### [GIVEN DATA]
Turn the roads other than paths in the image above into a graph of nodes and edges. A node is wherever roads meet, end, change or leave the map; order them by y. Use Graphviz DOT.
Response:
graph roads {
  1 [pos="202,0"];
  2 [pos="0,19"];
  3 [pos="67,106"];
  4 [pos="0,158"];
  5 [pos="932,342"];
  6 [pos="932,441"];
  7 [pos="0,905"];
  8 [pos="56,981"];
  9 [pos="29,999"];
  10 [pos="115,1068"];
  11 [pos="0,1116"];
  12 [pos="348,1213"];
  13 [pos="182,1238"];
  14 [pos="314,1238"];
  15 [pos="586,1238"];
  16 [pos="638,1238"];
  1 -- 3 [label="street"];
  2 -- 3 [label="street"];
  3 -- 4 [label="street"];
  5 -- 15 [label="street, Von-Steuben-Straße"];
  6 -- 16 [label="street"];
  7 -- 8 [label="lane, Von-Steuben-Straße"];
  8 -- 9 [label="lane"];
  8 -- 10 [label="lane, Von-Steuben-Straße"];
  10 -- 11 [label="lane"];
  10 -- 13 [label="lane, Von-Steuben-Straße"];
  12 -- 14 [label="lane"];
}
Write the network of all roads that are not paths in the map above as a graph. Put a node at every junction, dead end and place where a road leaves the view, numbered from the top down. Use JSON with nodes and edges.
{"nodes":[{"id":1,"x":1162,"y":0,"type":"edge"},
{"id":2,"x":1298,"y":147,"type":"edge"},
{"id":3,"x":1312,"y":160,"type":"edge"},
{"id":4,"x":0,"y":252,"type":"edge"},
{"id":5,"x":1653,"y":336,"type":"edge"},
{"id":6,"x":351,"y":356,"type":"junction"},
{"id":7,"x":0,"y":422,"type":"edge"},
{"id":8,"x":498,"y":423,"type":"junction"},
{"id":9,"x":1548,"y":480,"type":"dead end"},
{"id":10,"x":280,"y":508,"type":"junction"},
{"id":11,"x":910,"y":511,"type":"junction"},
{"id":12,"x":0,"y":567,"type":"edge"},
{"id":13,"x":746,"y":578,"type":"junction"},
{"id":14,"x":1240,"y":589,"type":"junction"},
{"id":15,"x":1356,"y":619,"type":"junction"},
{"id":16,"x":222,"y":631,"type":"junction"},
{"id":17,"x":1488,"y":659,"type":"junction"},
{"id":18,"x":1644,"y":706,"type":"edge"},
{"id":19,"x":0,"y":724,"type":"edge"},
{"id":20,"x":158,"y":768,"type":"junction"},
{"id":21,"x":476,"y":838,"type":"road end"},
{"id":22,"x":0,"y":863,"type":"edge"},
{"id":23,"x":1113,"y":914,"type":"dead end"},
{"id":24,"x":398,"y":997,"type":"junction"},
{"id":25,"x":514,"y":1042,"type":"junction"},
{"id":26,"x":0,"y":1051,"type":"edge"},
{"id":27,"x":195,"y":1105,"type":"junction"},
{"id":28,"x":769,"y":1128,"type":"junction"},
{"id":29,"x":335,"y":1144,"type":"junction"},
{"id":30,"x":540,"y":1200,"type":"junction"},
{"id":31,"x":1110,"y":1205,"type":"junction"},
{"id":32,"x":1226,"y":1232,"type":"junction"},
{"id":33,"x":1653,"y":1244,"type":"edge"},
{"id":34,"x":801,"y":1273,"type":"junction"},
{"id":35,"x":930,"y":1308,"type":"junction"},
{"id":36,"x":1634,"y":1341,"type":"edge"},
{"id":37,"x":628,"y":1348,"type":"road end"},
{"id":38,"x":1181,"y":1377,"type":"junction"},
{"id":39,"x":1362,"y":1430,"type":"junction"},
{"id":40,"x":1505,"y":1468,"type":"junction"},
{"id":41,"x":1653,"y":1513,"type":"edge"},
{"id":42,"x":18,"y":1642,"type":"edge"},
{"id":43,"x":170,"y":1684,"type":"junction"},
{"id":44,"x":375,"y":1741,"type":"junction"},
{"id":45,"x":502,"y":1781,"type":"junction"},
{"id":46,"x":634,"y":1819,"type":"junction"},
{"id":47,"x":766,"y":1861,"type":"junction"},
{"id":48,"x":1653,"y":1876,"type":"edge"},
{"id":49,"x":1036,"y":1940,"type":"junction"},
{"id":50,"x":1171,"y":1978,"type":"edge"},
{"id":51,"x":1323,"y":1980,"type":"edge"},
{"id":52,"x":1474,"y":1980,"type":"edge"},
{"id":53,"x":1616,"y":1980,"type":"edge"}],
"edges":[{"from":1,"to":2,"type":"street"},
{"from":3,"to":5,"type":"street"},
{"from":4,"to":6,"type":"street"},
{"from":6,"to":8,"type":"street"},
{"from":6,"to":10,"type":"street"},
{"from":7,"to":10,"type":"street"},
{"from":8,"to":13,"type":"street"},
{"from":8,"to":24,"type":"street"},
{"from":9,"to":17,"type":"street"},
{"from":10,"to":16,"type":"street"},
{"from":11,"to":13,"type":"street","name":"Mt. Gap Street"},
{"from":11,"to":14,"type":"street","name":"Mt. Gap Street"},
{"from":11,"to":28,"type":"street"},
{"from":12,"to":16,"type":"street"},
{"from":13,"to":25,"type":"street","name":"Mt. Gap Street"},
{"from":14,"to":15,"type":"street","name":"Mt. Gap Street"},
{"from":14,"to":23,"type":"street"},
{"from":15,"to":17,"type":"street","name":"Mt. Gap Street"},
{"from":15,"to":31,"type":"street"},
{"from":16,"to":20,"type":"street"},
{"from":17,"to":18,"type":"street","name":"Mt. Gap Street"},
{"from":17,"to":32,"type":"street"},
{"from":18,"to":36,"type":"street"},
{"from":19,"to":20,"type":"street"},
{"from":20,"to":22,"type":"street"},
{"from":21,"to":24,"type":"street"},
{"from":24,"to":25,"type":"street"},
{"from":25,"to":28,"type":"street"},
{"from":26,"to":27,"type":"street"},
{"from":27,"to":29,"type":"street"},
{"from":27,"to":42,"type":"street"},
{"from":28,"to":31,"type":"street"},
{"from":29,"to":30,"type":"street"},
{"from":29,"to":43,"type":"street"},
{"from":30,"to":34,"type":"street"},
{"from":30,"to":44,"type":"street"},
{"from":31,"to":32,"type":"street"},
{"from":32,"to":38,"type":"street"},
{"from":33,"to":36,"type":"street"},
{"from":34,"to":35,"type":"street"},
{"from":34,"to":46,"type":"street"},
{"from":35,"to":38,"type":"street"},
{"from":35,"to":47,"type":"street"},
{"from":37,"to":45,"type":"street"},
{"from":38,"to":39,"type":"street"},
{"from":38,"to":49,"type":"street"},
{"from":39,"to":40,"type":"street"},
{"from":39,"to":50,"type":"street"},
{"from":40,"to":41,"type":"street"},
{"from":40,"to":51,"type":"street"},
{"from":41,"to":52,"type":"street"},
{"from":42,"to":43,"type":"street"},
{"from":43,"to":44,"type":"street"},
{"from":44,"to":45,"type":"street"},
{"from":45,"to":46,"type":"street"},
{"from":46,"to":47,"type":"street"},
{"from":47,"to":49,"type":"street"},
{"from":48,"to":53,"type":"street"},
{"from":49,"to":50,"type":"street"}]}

### [EXERCISE OBJECTIVE]
Could you copy out all the material word for word?

### [PROBLEM SOLUTION]
Turn the roads other than paths in the image above into a graph of nodes and edges. A node is wherever roads meet, end, change or leave the map; order them by y. Use Graphviz DOT.
Response:
graph roads {
  1 [pos="202,0"];
  2 [pos="0,19"];
  3 [pos="67,106"];
  4 [pos="0,158"];
  5 [pos="932,342"];
  6 [pos="932,441"];
  7 [pos="0,905"];
  8 [pos="56,981"];
  9 [pos="29,999"];
  10 [pos="115,1068"];
  11 [pos="0,1116"];
  12 [pos="348,1213"];
  13 [pos="182,1238"];
  14 [pos="314,1238"];
  15 [pos="586,1238"];
  16 [pos="638,1238"];
  1 -- 3 [label="street"];
  2 -- 3 [label="street"];
  3 -- 4 [label="street"];
  5 -- 15 [label="street, Von-Steuben-Straße"];
  6 -- 16 [label="street"];
  7 -- 8 [label="lane, Von-Steuben-Straße"];
  8 -- 9 [label="lane"];
  8 -- 10 [label="lane, Von-Steuben-Straße"];
  10 -- 11 [label="lane"];
  10 -- 13 [label="lane, Von-Steuben-Straße"];
  12 -- 14 [label="lane"];
}
Write the network of all roads that are not paths in the map above as a graph. Put a node at every junction, dead end and place where a road leaves the view, numbered from the top down. Use JSON with nodes and edges.
{"nodes":[{"id":1,"x":1162,"y":0,"type":"edge"},
{"id":2,"x":1298,"y":147,"type":"edge"},
{"id":3,"x":1312,"y":160,"type":"edge"},
{"id":4,"x":0,"y":252,"type":"edge"},
{"id":5,"x":1653,"y":336,"type":"edge"},
{"id":6,"x":351,"y":356,"type":"junction"},
{"id":7,"x":0,"y":422,"type":"edge"},
{"id":8,"x":498,"y":423,"type":"junction"},
{"id":9,"x":1548,"y":480,"type":"dead end"},
{"id":10,"x":280,"y":508,"type":"junction"},
{"id":11,"x":910,"y":511,"type":"junction"},
{"id":12,"x":0,"y":567,"type":"edge"},
{"id":13,"x":746,"y":578,"type":"junction"},
{"id":14,"x":1240,"y":589,"type":"junction"},
{"id":15,"x":1356,"y":619,"type":"junction"},
{"id":16,"x":222,"y":631,"type":"junction"},
{"id":17,"x":1488,"y":659,"type":"junction"},
{"id":18,"x":1644,"y":706,"type":"edge"},
{"id":19,"x":0,"y":724,"type":"edge"},
{"id":20,"x":158,"y":768,"type":"junction"},
{"id":21,"x":476,"y":838,"type":"road end"},
{"id":22,"x":0,"y":863,"type":"edge"},
{"id":23,"x":1113,"y":914,"type":"dead end"},
{"id":24,"x":398,"y":997,"type":"junction"},
{"id":25,"x":514,"y":1042,"type":"junction"},
{"id":26,"x":0,"y":1051,"type":"edge"},
{"id":27,"x":195,"y":1105,"type":"junction"},
{"id":28,"x":769,"y":1128,"type":"junction"},
{"id":29,"x":335,"y":1144,"type":"junction"},
{"id":30,"x":540,"y":1200,"type":"junction"},
{"id":31,"x":1110,"y":1205,"type":"junction"},
{"id":32,"x":1226,"y":1232,"type":"junction"},
{"id":33,"x":1653,"y":1244,"type":"edge"},
{"id":34,"x":801,"y":1273,"type":"junction"},
{"id":35,"x":930,"y":1308,"type":"junction"},
{"id":36,"x":1634,"y":1341,"type":"edge"},
{"id":37,"x":628,"y":1348,"type":"road end"},
{"id":38,"x":1181,"y":1377,"type":"junction"},
{"id":39,"x":1362,"y":1430,"type":"junction"},
{"id":40,"x":1505,"y":1468,"type":"junction"},
{"id":41,"x":1653,"y":1513,"type":"edge"},
{"id":42,"x":18,"y":1642,"type":"edge"},
{"id":43,"x":170,"y":1684,"type":"junction"},
{"id":44,"x":375,"y":1741,"type":"junction"},
{"id":45,"x":502,"y":1781,"type":"junction"},
{"id":46,"x":634,"y":1819,"type":"junction"},
{"id":47,"x":766,"y":1861,"type":"junction"},
{"id":48,"x":1653,"y":1876,"type":"edge"},
{"id":49,"x":1036,"y":1940,"type":"junction"},
{"id":50,"x":1171,"y":1978,"type":"edge"},
{"id":51,"x":1323,"y":1980,"type":"edge"},
{"id":52,"x":1474,"y":1980,"type":"edge"},
{"id":53,"x":1616,"y":1980,"type":"edge"}],
"edges":[{"from":1,"to":2,"type":"street"},
{"from":3,"to":5,"type":"street"},
{"from":4,"to":6,"type":"street"},
{"from":6,"to":8,"type":"street"},
{"from":6,"to":10,"type":"street"},
{"from":7,"to":10,"type":"street"},
{"from":8,"to":13,"type":"street"},
{"from":8,"to":24,"type":"street"},
{"from":9,"to":17,"type":"street"},
{"from":10,"to":16,"type":"street"},
{"from":11,"to":13,"type":"street","name":"Mt. Gap Street"},
{"from":11,"to":14,"type":"street","name":"Mt. Gap Street"},
{"from":11,"to":28,"type":"street"},
{"from":12,"to":16,"type":"street"},
{"from":13,"to":25,"type":"street","name":"Mt. Gap Street"},
{"from":14,"to":15,"type":"street","name":"Mt. Gap Street"},
{"from":14,"to":23,"type":"street"},
{"from":15,"to":17,"type":"street","name":"Mt. Gap Street"},
{"from":15,"to":31,"type":"street"},
{"from":16,"to":20,"type":"street"},
{"from":17,"to":18,"type":"street","name":"Mt. Gap Street"},
{"from":17,"to":32,"type":"street"},
{"from":18,"to":36,"type":"street"},
{"from":19,"to":20,"type":"street"},
{"from":20,"to":22,"type":"street"},
{"from":21,"to":24,"type":"street"},
{"from":24,"to":25,"type":"street"},
{"from":25,"to":28,"type":"street"},
{"from":26,"to":27,"type":"street"},
{"from":27,"to":29,"type":"street"},
{"from":27,"to":42,"type":"street"},
{"from":28,"to":31,"type":"street"},
{"from":29,"to":30,"type":"street"},
{"from":29,"to":43,"type":"street"},
{"from":30,"to":34,"type":"street"},
{"from":30,"to":44,"type":"street"},
{"from":31,"to":32,"type":"street"},
{"from":32,"to":38,"type":"street"},
{"from":33,"to":36,"type":"street"},
{"from":34,"to":35,"type":"street"},
{"from":34,"to":46,"type":"street"},
{"from":35,"to":38,"type":"street"},
{"from":35,"to":47,"type":"street"},
{"from":37,"to":45,"type":"street"},
{"from":38,"to":39,"type":"street"},
{"from":38,"to":49,"type":"street"},
{"from":39,"to":40,"type":"street"},
{"from":39,"to":50,"type":"street"},
{"from":40,"to":41,"type":"street"},
{"from":40,"to":51,"type":"street"},
{"from":41,"to":52,"type":"street"},
{"from":42,"to":43,"type":"street"},
{"from":43,"to":44,"type":"street"},
{"from":44,"to":45,"type":"street"},
{"from":45,"to":46,"type":"street"},
{"from":46,"to":47,"type":"street"},
{"from":47,"to":49,"type":"street"},
{"from":48,"to":53,"type":"street"},
{"from":49,"to":50,"type":"street"}]}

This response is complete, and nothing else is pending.